THE AUTHENTICATION FIELD

Most museums around the world are prohibited by regulations from authenticating paintings. In one very big European country the top museum was ordered by the government to stop authenticating because there was so much corruption going on.

If you paid a huge bribe your painting was authentic but if you refused to pay, it was rejected even if it was authentic.

In America the fear of legal liability runs so deep that museums don’t provide opinions anymore. You cannot take a painting to your museum and ask the highly educated curator what he thinks about it.

In the UK there is an important museum authenticating the works of the most famous of British painters. He was particularly prolific and therefore the odds of finding an authentic little drawing or watercolor are high. Yet, in the past 35 years the museum experts have rejected every one of the tens of thousands of drawings and watercolors they have been shown.

There are some competent private experts but they are often expensive and a majority of them act like a Prima Donna and are difficult to deal with. There is also a growing ear of legal liability on the part of these private experts and protecting themselves is more of a priority to them than determining if your painting is authentic.

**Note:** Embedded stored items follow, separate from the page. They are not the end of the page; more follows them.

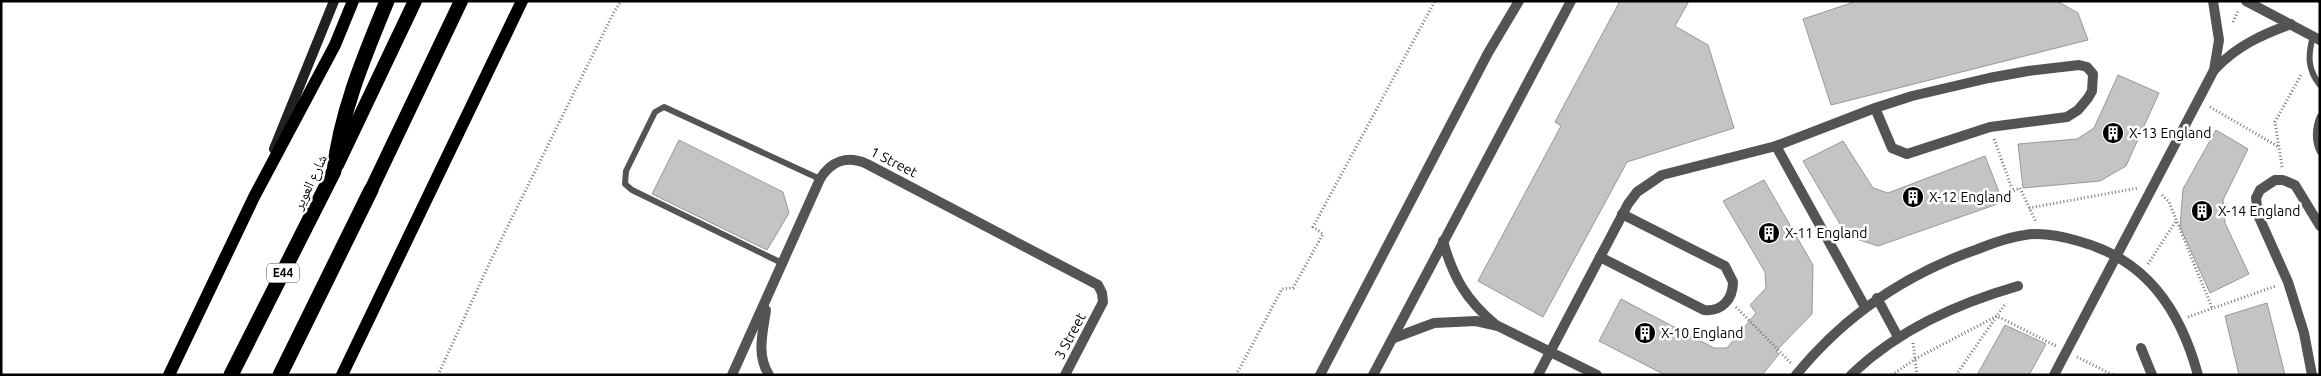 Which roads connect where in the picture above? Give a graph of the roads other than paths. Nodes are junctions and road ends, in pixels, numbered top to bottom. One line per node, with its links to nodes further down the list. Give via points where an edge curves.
1 (334, 1): 25 (main road)
2 (353, 1): 25 (main road, via 335,45)
3 (386, 1): 22 (highway, via 348,99)
4 (415, 1): 22 (highway, شارع العوير / E44)
5 (462, 1): 24 (highway)
6 (522, 1): 12 (main road)
7 (529, 1): 12 (street)
8 (1518, 1): 50 (street)
9 (1571, 1): 28 (street)
10 (2213, 1): 15 (street, via 2219,40)
11 (2246, 1): 13 (street)
12 (514, 18): 46 (main road)
13 (2291, 24): 14 (street); 15 (street, via 2248,42)
14 (2317, 38): 16 (lane, via 2309,51 2309,61)
15 (2214, 70): 29 (street)
16 (2320, 85)
17 (1875, 108): 17 (street, via 1951,86 2028,71 2079,65 2087,67 2093,74 2092,91 2073,114 1990,127 1912,153 1901,153 1892,148); 20 (street)
18 (2320, 116): 19 (lane)
19 (2318, 133): 21 (lane)
20 (1776, 146): 26 (street, via 1662,175 1637,192); 35 (street)
21 (2320, 152)
22 (334, 171): 44 (highway, شارع العوير / E44)
23 (820, 180): 31 (street, 1 Street); 31 (lane, via 664,107 655,112 626,171 625,184 632,190); 36 (street, 1 Street, via 840,160 849,158 868,164 1098,285 1103,302)
24 (371, 190): 45 (highway)
25 (254, 197): 43 (main road)
26 (1622, 214): 30 (street); 30 (street, via 1725,266 1733,282 1729,299 1715,310 1704,310)
27 (2320, 226): 58 (street, via 2295,185 2275,180 2260,190 2255,206 2288,282 2304,333)
28 (1443, 241): 37 (street, via 1448,260 1466,294 1477,309); 39 (street)
29 (2116, 256): 33 (street, via 2086,243 2026,234 1934,266); 55 (street); 57 (street, via 2156,287 2178,321)
30 (1600, 257): 41 (street)
31 (784, 264): 34 (street, 1 Street)
32 (2018, 286): 38 (street, via 1958,306)
33 (1877, 298): 35 (street); 38 (street)
34 (767, 301): 47 (street, 1 Street); 48 (street, via 761,347)
35 (1865, 307): 42 (street)
36 (1100, 310): 49 (street, 3 Street)
37 (1498, 326): 39 (street, via 1476,321 1448,321 1420,326); 41 (street)
38 (1898, 337): 54 (street)
39 (1394, 338): 51 (street)
40 (2141, 348): 56 (street)
41 (1550, 352): 52 (street); 53 (street)
42 (1797, 373)
43 (169, 375)
44 (232, 375)
45 (280, 375)
46 (342, 375)
47 (732, 375)
48 (769, 375)
49 (1065, 375)
50 (1320, 375)
51 (1373, 375)
52 (1538, 375)
53 (1597, 375)
54 (1850, 375)
55 (2054, 375)
56 (2152, 375)
57 (2198, 375)
58 (2312, 375)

There are Foundations and Committees and the majority of them are places of collusion where family members and the art galleries they partner with, get together for the purpose of trying to control, manipulate and influence the market for an artist.

Authenticating your painting is not high on their agenda and there could be reasons why it is not even in their interest to authenticate your painting.

The situation is worse in some European countries and worst of all in France; as usual; where any family member is considered by the law to be an expert and where he can destroy your painting at will, if he decides it is a forgery. It doesn’t matter if he is some nephew who never met the artist. One notorious widow of a famous Cuban artist resides in Paris and has had 120 paintings destroyed. Obviously it is difficult to show that your painting was really authentic after it has been reduced to ashes.

In Italy, it is usual for experts who have built a reputation to demand huge fees that are tantamount to blackmail, with a take-it-or-leave-it attitude. At the other end, rampant corruption makes it easy to obtain certificates from Italian art history professors with impressive titles such as a Ph.D. These worthless Italian certifications are so common that informed buyers simply refuse Italian authentications.

In Latin America, Eastern Europe and the Middle-east, certificates of authenticity are basically for sale.

In China, making fake things is an industry and making them well is a science. The only question with Chinese certificates of authenticity is did the forgery fool the expert or did the expert fool you?

Finally, there are a couple of commercial authentication businesses, like the Canadian restorer who keeps “finding” fingerprints in every painting he looks at. See the New Yorker Magazine article of July 2010 “The Mark of a Masterpiece” by David Grann.

There is the famous “Institut” in Paris run by the legendary family of art dealers that has also become legendary for unethical practices and all the dishonest things multiple scandals have revealed. A couple of shady outfits also prey on the unwary. One claims to use a special and secret (of course) computer method to determine if a painting is authentic.